▶ WHAT IS REQUIRED:
The entries below must be reproduced exactly; their pictures are not part of the copy.

▶ SUPPLIED DATA:
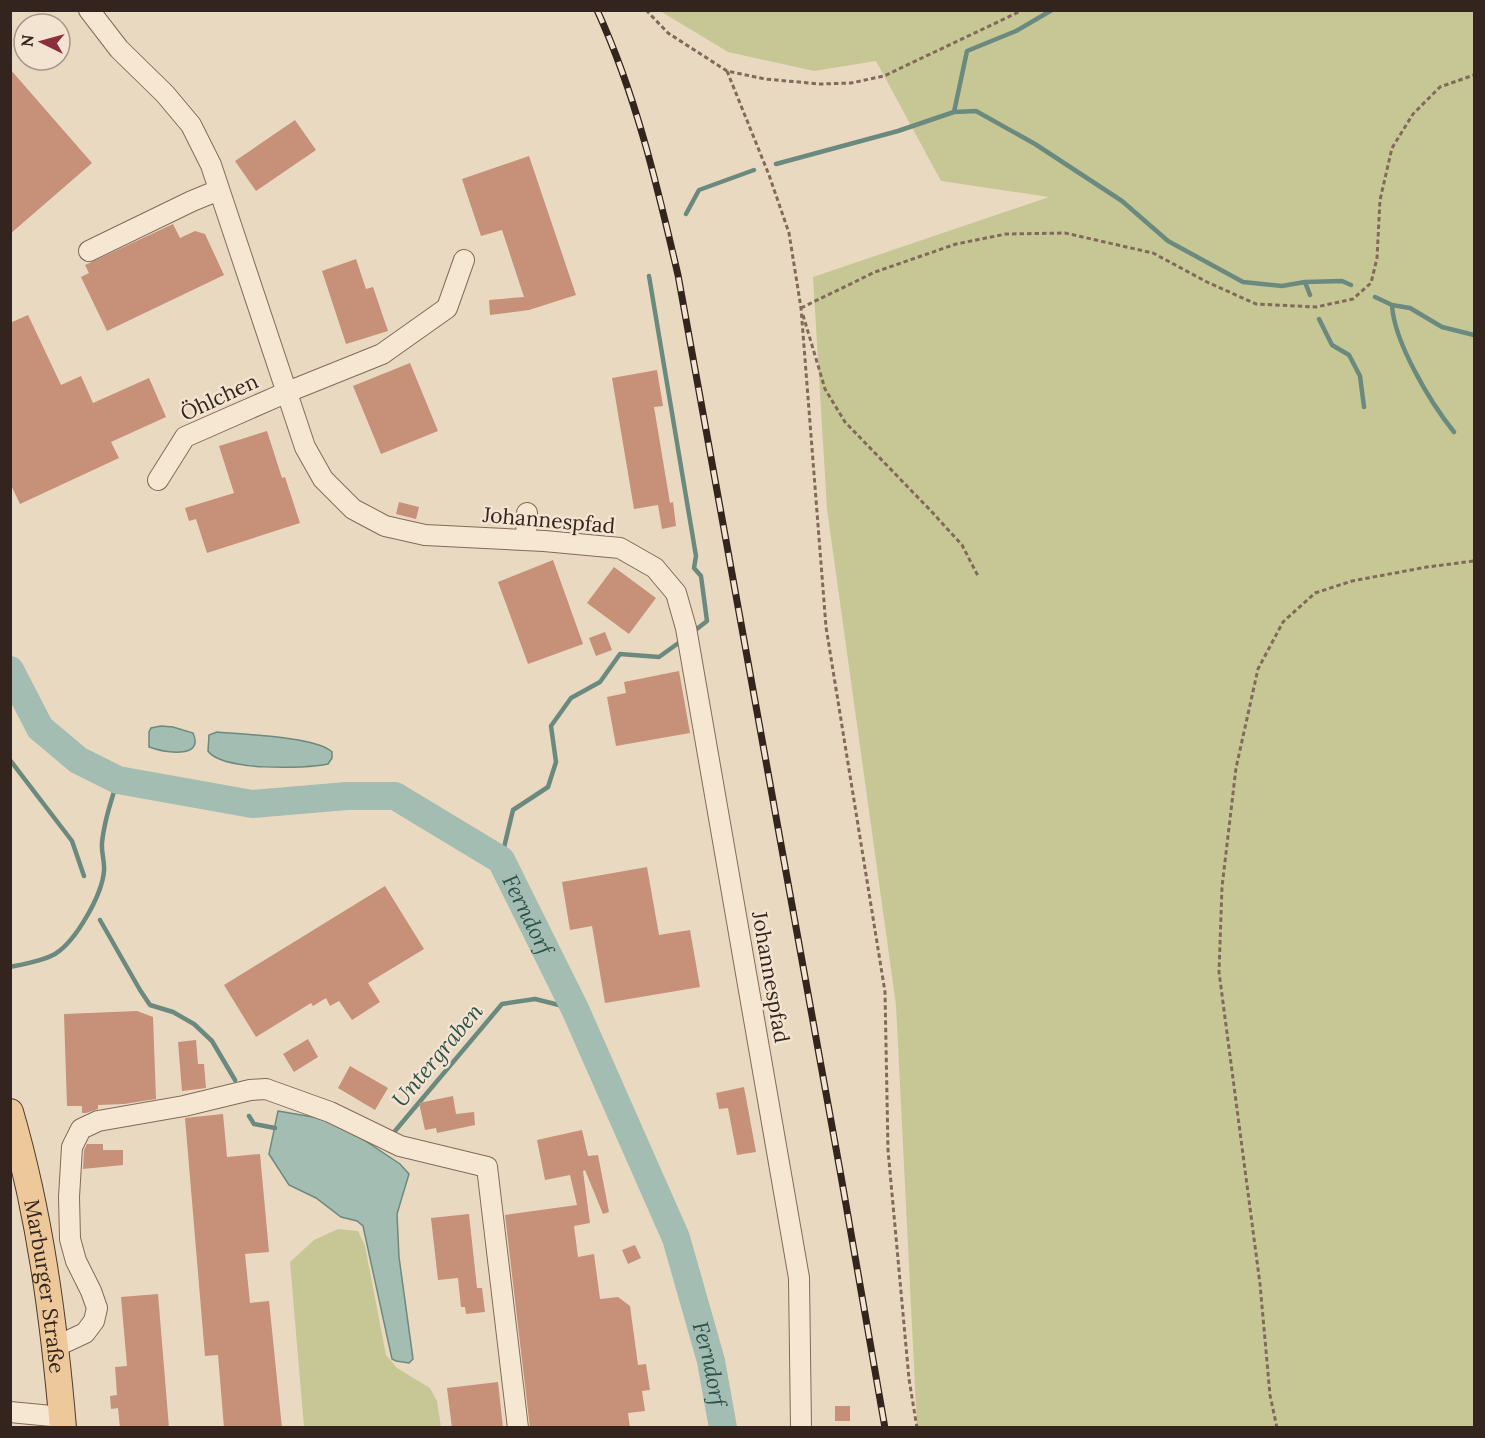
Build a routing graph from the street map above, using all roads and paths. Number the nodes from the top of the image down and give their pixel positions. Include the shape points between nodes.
1 (89, 10) edge
2 (645, 10) edge
3 (1023, 10) edge
4 (727, 71) junction
5 (1474, 75) edge
6 (219, 190) junction
7 (89, 251) dead end
8 (464, 260) dead end
9 (801, 308) junction
10 (285, 393) junction
11 (158, 480) dead end
12 (528, 513) dead end
13 (526, 540) junction
14 (1474, 561) edge
15 (978, 576) dead end
16 (10, 1112) edge
17 (55, 1347) junction
18 (10, 1412) edge
19 (62, 1422) edge
20 (518, 1428) edge
21 (801, 1428) edge
22 (916, 1428) edge
23 (1277, 1428) edge

1 - 6 street, Johannespfad via 119,49 191,125
2 - 4 path via 669,33
3 - 4 path via 884,76 851,83 765,79
4 - 9 path via 789,233
5 - 9 path via 1440,87 1413,114 1392,147 1380,200 1377,258 1371,283 1353,298 1316,307 1256,304 1153,253 1065,233 1006,234 956,244 875,272
6 - 7 street
6 - 10 street, Johannespfad
8 - 10 street, Öhlchen via 447,308 381,354
9 - 15 path via 825,389 845,422 962,545
9 - 22 path via 826,627 885,992 888,1150
10 - 11 street, Öhlchen via 185,437
10 - 13 street, Johannespfad via 305,447 323,479 353,509 385,526 425,535
12 - 13 street
13 - 21 street, Johannespfad via 620,548 655,568 676,593 688,638 800,1278
14 - 23 path via 1353,580 1315,593 1283,622 1258,669 1236,768 1222,887 1219,972
16 - 17 main road, Marburger Straße via 24,1157 42,1246
17 - 19 main road, Marburger Straße
17 - 20 street via 85,1333 97,1308 70,1239 72,1147 81,1129 98,1121 266,1089 330,1112 400,1146 487,1167
18 - 19 street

▶ OUTPUT FOR THIS EXERCISE:
Build a routing graph from the street map above, using all roads and paths. Number the nodes from the top of the image down and give their pixel positions. Include the shape points between nodes.
1 (89, 10) edge
2 (645, 10) edge
3 (1023, 10) edge
4 (727, 71) junction
5 (1474, 75) edge
6 (219, 190) junction
7 (89, 251) dead end
8 (464, 260) dead end
9 (801, 308) junction
10 (285, 393) junction
11 (158, 480) dead end
12 (528, 513) dead end
13 (526, 540) junction
14 (1474, 561) edge
15 (978, 576) dead end
16 (10, 1112) edge
17 (55, 1347) junction
18 (10, 1412) edge
19 (62, 1422) edge
20 (518, 1428) edge
21 (801, 1428) edge
22 (916, 1428) edge
23 (1277, 1428) edge

1 - 6 street, Johannespfad via 119,49 191,125
2 - 4 path via 669,33
3 - 4 path via 884,76 851,83 765,79
4 - 9 path via 789,233
5 - 9 path via 1440,87 1413,114 1392,147 1380,200 1377,258 1371,283 1353,298 1316,307 1256,304 1153,253 1065,233 1006,234 956,244 875,272
6 - 7 street
6 - 10 street, Johannespfad
8 - 10 street, Öhlchen via 447,308 381,354
9 - 15 path via 825,389 845,422 962,545
9 - 22 path via 826,627 885,992 888,1150
10 - 11 street, Öhlchen via 185,437
10 - 13 street, Johannespfad via 305,447 323,479 353,509 385,526 425,535
12 - 13 street
13 - 21 street, Johannespfad via 620,548 655,568 676,593 688,638 800,1278
14 - 23 path via 1353,580 1315,593 1283,622 1258,669 1236,768 1222,887 1219,972
16 - 17 main road, Marburger Straße via 24,1157 42,1246
17 - 19 main road, Marburger Straße
17 - 20 street via 85,1333 97,1308 70,1239 72,1147 81,1129 98,1121 266,1089 330,1112 400,1146 487,1167
18 - 19 street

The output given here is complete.